--- Data extracts ---

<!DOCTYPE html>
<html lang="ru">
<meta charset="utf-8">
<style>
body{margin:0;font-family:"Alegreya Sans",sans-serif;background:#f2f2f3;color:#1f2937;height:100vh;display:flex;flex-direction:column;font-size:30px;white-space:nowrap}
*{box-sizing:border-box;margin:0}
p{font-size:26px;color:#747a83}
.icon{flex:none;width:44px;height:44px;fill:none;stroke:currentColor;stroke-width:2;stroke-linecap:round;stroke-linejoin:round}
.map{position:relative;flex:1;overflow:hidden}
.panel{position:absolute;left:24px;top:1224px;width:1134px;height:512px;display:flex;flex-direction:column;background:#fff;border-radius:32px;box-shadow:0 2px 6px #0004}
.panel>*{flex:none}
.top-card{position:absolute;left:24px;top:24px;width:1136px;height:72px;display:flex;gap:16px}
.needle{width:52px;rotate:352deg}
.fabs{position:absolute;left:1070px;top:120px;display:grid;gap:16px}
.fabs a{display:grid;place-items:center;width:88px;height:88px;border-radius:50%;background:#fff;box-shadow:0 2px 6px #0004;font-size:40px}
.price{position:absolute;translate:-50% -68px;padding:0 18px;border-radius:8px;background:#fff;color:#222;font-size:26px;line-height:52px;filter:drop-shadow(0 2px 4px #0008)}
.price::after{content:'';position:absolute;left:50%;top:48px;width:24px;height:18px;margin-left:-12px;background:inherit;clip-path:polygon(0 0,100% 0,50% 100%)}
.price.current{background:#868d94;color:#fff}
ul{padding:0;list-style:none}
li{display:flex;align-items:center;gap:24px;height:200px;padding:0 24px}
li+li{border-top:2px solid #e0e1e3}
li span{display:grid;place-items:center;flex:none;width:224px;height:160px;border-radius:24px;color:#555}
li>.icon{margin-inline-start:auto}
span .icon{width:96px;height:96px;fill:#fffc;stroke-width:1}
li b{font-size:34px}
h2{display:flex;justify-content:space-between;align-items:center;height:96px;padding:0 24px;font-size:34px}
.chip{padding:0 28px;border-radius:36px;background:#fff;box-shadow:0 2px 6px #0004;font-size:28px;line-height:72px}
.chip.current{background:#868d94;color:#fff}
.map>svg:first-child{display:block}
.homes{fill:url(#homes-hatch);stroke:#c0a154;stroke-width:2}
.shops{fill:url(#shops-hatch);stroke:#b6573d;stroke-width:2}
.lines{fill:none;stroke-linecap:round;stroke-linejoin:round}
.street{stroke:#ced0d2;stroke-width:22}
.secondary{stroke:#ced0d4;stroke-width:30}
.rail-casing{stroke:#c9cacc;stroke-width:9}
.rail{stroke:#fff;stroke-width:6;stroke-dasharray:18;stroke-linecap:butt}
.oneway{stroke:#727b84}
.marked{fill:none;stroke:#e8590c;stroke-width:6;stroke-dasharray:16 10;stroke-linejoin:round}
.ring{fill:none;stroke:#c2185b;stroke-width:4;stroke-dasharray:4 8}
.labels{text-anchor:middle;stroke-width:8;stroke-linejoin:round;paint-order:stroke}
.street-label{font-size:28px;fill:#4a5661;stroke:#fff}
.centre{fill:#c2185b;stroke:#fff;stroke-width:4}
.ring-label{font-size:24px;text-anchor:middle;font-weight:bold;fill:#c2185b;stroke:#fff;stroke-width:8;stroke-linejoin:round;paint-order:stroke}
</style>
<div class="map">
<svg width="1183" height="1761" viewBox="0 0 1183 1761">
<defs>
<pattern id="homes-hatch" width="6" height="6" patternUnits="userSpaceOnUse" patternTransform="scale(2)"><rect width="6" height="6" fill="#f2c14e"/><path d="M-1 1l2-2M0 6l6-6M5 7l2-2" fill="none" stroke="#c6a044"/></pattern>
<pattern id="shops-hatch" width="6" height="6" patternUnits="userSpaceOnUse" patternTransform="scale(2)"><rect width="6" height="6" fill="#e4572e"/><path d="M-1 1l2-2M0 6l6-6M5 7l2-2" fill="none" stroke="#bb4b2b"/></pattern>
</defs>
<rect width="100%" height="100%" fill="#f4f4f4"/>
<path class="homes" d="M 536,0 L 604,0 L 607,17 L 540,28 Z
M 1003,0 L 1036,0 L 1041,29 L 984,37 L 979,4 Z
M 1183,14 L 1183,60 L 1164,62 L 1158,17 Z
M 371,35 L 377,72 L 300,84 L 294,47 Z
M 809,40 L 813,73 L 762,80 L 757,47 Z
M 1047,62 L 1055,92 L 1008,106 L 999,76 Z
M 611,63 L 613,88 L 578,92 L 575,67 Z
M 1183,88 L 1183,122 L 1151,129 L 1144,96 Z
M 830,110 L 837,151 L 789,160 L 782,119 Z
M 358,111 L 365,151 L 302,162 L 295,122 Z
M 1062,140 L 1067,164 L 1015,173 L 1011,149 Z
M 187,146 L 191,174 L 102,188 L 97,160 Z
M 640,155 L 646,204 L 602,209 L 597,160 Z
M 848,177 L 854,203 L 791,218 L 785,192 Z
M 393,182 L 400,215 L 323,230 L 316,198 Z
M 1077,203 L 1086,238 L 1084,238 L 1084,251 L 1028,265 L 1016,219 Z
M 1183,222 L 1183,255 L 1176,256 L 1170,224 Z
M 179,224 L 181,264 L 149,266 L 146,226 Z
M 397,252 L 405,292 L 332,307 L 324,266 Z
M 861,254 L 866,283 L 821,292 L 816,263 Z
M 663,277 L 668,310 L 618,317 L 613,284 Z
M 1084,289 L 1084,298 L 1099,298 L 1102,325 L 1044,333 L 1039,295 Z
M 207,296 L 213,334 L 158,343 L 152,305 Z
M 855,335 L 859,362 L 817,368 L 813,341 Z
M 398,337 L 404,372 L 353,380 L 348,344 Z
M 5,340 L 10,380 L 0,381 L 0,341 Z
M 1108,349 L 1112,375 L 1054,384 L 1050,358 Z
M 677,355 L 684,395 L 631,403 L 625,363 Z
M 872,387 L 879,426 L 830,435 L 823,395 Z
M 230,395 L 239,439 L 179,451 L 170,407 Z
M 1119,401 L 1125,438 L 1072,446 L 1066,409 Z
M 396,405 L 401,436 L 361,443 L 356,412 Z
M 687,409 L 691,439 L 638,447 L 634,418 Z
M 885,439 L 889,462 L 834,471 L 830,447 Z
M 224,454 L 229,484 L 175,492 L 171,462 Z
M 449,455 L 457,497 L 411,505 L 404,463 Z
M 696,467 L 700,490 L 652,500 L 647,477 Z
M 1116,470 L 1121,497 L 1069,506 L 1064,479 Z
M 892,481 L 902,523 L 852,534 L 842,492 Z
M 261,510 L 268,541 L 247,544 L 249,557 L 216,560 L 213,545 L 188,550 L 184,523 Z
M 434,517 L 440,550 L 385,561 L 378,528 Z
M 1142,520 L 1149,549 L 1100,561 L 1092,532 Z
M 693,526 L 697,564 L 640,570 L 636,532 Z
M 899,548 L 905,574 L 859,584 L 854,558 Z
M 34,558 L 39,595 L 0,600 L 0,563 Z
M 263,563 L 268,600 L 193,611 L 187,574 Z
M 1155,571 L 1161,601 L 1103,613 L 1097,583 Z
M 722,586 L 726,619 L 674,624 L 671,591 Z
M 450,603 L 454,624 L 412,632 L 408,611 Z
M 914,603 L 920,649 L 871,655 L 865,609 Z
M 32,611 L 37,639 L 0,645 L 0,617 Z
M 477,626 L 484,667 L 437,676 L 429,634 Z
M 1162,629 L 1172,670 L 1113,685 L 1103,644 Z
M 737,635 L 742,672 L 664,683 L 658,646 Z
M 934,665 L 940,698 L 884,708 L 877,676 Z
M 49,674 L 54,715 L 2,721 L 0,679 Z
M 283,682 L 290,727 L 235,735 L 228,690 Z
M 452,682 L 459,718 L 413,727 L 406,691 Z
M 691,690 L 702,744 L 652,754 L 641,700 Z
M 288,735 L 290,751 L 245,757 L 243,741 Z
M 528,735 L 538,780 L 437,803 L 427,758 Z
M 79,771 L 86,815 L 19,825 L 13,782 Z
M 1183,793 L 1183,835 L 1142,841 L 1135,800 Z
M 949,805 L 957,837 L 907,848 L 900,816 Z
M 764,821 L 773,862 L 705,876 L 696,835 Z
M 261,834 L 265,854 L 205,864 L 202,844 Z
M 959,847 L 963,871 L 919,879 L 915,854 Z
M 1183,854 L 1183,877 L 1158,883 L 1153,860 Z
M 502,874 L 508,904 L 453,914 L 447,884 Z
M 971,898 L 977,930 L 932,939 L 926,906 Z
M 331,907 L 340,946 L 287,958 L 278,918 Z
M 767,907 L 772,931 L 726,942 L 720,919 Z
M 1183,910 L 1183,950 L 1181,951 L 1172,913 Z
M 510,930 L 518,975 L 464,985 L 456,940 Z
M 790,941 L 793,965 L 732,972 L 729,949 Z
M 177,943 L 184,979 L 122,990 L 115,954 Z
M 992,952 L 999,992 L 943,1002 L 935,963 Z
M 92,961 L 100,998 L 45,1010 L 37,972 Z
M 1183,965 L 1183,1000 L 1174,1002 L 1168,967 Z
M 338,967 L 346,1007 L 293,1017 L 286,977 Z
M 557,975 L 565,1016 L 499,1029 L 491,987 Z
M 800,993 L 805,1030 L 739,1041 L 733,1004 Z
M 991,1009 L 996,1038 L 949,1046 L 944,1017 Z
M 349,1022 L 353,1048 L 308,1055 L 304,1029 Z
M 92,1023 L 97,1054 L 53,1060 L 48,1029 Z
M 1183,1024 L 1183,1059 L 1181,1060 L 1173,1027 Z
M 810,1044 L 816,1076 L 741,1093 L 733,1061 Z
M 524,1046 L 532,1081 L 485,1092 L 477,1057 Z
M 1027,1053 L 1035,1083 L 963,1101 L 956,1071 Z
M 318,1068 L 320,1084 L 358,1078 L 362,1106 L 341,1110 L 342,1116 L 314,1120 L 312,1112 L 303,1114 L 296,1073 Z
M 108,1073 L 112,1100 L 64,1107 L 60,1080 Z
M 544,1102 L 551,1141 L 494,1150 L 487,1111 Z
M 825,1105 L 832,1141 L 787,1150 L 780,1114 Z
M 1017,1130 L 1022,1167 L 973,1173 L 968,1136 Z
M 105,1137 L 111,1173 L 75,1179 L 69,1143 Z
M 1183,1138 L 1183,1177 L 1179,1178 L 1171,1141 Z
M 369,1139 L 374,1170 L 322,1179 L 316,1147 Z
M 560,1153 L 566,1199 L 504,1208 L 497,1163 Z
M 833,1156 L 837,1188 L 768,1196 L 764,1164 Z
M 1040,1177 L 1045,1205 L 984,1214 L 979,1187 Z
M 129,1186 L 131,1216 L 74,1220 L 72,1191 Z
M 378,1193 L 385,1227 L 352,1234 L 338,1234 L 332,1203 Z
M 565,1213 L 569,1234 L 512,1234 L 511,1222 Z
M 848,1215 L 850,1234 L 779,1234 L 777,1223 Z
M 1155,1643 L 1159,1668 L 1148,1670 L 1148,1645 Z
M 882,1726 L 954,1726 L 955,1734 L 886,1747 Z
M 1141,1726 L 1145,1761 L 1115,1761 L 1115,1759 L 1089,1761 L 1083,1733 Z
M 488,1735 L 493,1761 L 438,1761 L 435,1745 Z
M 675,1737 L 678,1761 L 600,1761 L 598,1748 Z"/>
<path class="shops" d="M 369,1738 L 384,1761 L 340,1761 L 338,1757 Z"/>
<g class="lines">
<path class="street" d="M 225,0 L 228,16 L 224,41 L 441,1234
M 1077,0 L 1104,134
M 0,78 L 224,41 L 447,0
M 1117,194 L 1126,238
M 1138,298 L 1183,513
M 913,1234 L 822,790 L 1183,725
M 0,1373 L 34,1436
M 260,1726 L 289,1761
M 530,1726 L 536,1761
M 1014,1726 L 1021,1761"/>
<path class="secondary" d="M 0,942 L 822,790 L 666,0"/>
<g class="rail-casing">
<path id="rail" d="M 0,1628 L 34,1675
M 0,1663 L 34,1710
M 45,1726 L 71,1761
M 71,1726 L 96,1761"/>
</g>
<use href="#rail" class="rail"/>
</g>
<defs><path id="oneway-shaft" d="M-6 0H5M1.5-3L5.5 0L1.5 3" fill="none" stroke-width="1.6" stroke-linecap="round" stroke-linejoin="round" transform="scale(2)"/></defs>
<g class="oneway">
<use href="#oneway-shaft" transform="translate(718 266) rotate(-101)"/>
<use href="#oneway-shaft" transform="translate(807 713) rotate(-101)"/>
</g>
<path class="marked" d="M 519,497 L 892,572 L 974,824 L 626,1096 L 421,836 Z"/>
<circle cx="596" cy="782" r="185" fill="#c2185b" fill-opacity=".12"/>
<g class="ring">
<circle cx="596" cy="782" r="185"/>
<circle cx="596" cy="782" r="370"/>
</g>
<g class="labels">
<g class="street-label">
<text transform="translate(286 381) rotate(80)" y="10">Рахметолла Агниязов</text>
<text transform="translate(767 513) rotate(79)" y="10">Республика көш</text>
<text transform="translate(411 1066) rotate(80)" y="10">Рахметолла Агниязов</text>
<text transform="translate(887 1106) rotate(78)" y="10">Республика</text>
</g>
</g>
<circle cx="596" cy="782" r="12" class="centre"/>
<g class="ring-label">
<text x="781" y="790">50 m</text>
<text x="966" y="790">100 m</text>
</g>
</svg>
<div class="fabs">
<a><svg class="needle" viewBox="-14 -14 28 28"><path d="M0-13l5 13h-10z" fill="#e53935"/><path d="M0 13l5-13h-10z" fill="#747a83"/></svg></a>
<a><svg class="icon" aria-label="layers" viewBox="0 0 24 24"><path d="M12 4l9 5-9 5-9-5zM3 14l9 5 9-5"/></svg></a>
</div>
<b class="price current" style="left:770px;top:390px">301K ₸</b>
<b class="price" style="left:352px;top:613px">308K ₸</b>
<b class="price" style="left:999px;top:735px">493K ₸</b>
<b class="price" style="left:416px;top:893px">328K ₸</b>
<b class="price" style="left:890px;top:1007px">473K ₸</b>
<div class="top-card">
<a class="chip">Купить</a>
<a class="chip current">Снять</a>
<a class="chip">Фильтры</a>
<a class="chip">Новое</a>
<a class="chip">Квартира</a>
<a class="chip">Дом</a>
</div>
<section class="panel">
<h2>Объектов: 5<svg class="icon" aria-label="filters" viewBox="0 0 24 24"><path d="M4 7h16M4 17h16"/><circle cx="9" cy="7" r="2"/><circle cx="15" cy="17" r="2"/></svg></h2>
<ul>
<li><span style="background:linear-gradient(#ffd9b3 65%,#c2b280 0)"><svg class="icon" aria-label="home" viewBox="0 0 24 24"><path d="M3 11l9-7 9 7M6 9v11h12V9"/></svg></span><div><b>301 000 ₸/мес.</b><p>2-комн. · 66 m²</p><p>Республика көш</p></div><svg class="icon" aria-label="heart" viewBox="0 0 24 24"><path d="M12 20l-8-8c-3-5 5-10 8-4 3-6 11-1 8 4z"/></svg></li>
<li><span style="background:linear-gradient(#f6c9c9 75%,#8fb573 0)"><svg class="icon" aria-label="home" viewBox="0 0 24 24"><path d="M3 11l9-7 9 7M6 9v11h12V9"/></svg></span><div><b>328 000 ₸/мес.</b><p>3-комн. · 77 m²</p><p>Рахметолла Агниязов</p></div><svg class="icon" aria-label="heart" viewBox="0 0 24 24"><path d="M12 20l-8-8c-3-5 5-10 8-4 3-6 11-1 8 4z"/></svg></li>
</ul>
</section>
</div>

---

# What the task asks:
Using the material above, gather every line that includes "fabs".

# Output of the task:
.fabs{position:absolute;left:1070px;top:120px;display:grid;gap:16px}
.fabs a{display:grid;place-items:center;width:88px;height:88px;border-radius:50%;background:#fff;box-shadow:0 2px 6px #0004;font-size:40px}
<div class="fabs">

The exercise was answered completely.